# [Task material]
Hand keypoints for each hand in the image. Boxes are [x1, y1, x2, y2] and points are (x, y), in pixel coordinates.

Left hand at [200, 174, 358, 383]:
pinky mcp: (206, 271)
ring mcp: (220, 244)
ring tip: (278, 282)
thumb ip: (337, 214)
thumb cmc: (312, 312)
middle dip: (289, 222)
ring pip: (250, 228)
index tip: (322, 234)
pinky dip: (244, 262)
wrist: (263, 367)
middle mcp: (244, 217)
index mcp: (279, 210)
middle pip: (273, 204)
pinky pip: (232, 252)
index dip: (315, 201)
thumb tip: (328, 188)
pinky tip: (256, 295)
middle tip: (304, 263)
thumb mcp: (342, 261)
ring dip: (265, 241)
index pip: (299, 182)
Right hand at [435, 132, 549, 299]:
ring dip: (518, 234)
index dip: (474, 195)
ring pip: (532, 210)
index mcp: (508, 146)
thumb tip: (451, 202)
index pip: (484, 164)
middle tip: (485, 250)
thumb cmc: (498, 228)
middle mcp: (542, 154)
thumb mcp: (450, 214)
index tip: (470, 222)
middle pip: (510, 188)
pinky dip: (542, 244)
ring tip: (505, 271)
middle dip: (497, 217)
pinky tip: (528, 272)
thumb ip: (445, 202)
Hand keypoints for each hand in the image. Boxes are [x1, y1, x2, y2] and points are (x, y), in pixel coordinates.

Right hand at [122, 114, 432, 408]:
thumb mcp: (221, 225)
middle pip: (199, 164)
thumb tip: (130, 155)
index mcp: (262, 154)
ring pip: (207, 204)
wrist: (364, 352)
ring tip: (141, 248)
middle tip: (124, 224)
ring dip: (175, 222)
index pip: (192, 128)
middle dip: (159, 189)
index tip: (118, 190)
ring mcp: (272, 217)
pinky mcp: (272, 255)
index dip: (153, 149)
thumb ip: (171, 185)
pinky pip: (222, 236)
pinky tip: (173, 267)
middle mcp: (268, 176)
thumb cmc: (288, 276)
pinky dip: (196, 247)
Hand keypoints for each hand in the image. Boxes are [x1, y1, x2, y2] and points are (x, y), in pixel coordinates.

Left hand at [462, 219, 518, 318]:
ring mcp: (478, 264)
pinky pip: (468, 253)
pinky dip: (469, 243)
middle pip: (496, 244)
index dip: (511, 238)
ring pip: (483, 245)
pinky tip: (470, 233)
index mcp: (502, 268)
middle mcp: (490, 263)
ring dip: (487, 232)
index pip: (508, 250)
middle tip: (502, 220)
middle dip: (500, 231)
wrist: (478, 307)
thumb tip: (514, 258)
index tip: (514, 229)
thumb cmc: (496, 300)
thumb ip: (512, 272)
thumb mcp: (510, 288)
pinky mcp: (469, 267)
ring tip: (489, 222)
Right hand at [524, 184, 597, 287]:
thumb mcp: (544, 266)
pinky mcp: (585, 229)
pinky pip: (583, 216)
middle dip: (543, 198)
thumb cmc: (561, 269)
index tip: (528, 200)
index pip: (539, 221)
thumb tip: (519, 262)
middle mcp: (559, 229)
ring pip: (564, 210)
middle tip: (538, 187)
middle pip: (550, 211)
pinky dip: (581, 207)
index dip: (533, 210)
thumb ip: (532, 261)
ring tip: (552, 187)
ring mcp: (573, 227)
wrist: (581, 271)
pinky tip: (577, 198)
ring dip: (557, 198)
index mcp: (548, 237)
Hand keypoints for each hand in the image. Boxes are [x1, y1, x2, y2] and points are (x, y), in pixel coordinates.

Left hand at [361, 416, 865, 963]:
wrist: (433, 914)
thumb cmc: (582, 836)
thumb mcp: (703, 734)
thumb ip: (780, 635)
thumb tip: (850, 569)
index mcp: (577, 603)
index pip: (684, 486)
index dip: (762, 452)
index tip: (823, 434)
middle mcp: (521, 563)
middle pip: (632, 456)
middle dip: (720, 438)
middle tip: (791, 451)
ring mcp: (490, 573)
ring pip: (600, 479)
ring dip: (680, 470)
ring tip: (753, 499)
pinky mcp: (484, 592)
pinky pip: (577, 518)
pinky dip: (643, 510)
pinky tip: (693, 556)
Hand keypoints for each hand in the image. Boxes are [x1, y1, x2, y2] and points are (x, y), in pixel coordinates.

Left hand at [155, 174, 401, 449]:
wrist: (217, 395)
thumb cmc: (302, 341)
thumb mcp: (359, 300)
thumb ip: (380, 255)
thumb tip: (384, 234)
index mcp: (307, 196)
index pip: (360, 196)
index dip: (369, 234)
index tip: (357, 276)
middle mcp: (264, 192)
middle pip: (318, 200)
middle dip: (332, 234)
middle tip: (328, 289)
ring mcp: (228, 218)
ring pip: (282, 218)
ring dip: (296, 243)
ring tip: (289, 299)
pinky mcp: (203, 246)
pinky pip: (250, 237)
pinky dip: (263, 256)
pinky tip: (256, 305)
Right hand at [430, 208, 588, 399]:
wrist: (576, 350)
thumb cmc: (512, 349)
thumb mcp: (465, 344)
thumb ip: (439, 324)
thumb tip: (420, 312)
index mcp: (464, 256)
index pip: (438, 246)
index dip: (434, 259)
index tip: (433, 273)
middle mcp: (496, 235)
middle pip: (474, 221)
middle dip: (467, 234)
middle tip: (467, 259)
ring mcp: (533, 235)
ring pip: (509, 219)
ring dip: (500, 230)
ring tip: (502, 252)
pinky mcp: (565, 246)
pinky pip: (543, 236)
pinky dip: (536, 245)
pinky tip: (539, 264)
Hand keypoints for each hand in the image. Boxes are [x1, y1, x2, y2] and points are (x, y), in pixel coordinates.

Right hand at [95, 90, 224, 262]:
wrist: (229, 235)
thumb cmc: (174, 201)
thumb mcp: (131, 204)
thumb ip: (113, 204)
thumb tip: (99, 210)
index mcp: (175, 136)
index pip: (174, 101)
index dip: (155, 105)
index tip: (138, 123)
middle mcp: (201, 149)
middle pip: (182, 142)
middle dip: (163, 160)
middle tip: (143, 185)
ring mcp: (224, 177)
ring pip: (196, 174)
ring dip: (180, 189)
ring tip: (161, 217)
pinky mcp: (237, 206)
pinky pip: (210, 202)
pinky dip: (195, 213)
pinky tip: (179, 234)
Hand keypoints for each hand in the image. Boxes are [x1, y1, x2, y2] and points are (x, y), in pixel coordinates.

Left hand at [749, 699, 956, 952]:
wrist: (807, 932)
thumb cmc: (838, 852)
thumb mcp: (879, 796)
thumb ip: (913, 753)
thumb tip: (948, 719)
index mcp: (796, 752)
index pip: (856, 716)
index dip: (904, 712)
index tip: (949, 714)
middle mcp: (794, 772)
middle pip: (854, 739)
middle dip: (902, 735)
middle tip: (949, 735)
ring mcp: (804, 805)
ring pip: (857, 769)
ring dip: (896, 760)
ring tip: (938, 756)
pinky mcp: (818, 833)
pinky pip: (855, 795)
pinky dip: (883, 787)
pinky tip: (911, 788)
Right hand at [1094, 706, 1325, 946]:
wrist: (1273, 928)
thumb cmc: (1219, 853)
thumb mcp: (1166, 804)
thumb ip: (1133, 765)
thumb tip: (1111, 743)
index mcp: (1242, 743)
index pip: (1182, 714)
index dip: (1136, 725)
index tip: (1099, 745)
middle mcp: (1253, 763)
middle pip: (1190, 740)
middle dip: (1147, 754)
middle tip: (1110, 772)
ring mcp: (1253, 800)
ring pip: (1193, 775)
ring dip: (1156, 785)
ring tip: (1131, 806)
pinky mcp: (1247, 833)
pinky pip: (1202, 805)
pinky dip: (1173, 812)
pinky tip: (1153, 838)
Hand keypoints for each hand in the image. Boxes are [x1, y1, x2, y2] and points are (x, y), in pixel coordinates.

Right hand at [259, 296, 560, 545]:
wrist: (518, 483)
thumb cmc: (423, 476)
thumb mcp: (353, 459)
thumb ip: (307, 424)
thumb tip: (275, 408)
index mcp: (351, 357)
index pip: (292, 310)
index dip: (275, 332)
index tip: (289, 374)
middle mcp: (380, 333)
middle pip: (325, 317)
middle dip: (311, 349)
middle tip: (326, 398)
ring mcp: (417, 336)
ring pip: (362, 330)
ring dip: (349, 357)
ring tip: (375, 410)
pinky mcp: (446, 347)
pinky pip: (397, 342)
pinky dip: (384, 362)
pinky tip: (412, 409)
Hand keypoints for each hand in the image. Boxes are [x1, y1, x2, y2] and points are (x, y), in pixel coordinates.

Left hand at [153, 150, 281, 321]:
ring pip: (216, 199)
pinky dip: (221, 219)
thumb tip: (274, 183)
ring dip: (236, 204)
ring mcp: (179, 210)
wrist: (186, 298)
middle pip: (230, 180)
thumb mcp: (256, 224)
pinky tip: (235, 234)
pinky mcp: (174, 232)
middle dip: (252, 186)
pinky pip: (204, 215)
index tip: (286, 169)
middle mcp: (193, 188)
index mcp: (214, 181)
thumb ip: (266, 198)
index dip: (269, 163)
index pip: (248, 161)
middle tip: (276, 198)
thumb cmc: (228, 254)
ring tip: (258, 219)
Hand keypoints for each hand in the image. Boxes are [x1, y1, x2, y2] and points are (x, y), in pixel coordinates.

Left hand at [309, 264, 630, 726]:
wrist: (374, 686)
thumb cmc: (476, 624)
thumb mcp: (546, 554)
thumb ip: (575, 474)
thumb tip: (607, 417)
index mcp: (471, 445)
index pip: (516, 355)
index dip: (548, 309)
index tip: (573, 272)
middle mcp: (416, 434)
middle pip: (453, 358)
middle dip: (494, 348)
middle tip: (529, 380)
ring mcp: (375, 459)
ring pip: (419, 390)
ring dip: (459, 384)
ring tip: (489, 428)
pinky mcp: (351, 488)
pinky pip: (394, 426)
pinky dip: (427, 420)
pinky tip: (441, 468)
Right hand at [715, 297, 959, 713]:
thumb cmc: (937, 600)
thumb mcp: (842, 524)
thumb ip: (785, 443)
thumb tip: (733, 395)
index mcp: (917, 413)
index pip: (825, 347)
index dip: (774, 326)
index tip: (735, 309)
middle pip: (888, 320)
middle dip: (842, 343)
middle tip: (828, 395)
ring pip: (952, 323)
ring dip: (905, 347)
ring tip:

# [Problem statement]
Given the data above, transcribe exactly the lines from the one containing "middle tip: (502, 220)" down to the one containing "index tip: (823, 434)", and no others.

# [Solution to this problem]
middle tip: (502, 220)
middle dip: (500, 231)
wrist: (478, 307)
thumb tip: (514, 258)
index tip: (514, 229)
thumb cmc: (496, 300)
thumb ip: (512, 272)
thumb mcp: (510, 288)
pinky mcp: (469, 267)
ring tip: (489, 222)
Right hand at [524, 184, 597, 287]:
thumb mcp: (544, 266)
pinky mcp: (585, 229)
pinky pip: (583, 216)
middle dip: (543, 198)
thumb cmc: (561, 269)
index tip: (528, 200)
index pip: (539, 221)
thumb tip: (519, 262)
middle mcp: (559, 229)
ring pip: (564, 210)
middle tip: (538, 187)
middle pip: (550, 211)
pinky dip: (581, 207)
index dip: (533, 210)
thumb ip: (532, 261)
ring tip: (552, 187)
ring mcp: (573, 227)
wrist: (581, 271)
pinky tip: (577, 198)
ring dip: (557, 198)
index mcp: (548, 237)
Hand keypoints for each hand in the image. Boxes are [x1, y1, x2, y2] and points are (x, y), in pixel coordinates.

Left hand at [361, 416, 865, 963]:
wrist: (433, 914)
thumb cmc: (582, 836)
thumb mcp: (703, 734)
thumb ip: (780, 635)
thumb tip: (850, 569)
index mcp: (577, 603)
index pip: (684, 486)
index dip: (762, 452)
index tip: (823, 434)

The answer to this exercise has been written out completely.